Wednesday 13 December 2017

Presbyter in the Latin BCP

An addendum to the previous post on the etymology of the English term "priest": The Latin translation of the BCP authorised by Queen Elizabeth (1560), which does not include ordination services, uses presbyter five times, once in relation to the ministration of public baptism of infants (the equivalent at private baptism is Minister), once at the the giving of the ring during the solemnization of matrimony, and three times in the service of Holy Communion, namely before the two exhortations ("minister" in English) and in a rubric right at the end in which priests are distinguished from deacons (Presbyterii et Diaconi).

The Latin sacerdos is not used in the baptism services but once in the marriage service. It is used seven times in the Holy Communion service, namely in the rubrics before the Ten Commandments, the reading of the Epistle, the general Confession, the Absolution, the Prayer of Humble Access, the Prayer of Consecration, and the Blessing. It is also found about a dozen times in services in which presbyter makes no appearance (Visitation of the Sick, Communion of the Sick, Burial of the Dead, Morning and Evening Prayer), always in rubrics, except for the petition "Endue thy Ministers with righteousness" (Sacerdotes tui induanter Justitia, cf. its occurence in the Benedicite hymnus, also at Matins).
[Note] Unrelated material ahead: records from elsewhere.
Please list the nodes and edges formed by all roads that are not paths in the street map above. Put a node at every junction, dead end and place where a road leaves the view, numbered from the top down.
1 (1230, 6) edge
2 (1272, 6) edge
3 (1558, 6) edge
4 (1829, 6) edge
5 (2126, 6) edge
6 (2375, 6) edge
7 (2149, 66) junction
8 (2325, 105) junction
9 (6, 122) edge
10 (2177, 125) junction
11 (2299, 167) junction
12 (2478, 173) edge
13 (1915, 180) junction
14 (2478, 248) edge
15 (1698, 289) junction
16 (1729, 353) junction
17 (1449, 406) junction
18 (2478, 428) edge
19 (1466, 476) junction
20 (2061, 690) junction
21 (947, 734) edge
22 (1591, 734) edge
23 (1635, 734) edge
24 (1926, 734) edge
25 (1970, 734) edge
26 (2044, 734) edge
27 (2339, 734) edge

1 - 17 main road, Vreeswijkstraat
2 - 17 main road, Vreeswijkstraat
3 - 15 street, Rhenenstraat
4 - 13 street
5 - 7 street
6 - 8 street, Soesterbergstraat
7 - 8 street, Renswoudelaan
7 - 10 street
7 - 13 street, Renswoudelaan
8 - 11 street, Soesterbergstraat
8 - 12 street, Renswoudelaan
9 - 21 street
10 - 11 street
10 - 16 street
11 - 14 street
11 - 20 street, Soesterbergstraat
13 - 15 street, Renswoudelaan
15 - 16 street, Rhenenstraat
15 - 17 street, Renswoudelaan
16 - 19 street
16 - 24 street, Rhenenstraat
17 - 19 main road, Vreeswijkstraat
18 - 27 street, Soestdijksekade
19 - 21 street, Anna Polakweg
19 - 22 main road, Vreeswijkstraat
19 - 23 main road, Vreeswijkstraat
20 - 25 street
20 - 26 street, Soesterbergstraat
The (unauthorised) 1885 Latin translation of the 1662 Prayerbook show a greatly increased use of sacerdos with presbyter having dropped out of baptism and marriage services. In the Holy Communion service presbyter is used twice, in both instances presbyteri are distinguished from diaconi. By contrast, sacerdos is used about two dozen times. The only place in which presbyter is used prominently is in the ordination service which is not surprising, as it helps to distinguish one kind of sacerdos from another (the episcopus).

The 1571 and 1670 Latin translations of the Book of Common Prayer are not available online, as far as I can see. The latter, by Jean Durel, would be particularly interesting. Charles Marshall and William W. Marshall in chapter 2 (pp. 46-60) of The Latin prayer book of Charles II; or, an account of the Liturgia of Dean Durel, together with a reprint and translation of the catechism therein contained, with collations, annotations, and appendices (Oxford: James Thornton, 1882) comment on Durel's preference for the term presbyter as due to its lack of sacrificial connotations. Presumably Marshall and Marshall think that sacerdos carried such connotations by that time, even though they believe that in the early church sacerdos referred to a person in holy orders, including deacons.

J. Robert Wright in the chapter on "Early Translations" in The Oxford Guide to The Book of Common Prayer: A Worldwide Survey, edited by Charles Hefling, Cynthia Shattuck (OUP, 2006), pp. 56-60, in reviewing the various Latin and Greek versions of the Book of Common Prayer comments that "there is no strict consistency as to how such words as 'priest', 'presbyter', or 'minister' are to be translated, and the confusion has given rise to much unnecessary theological speculation" (pp. 56-57).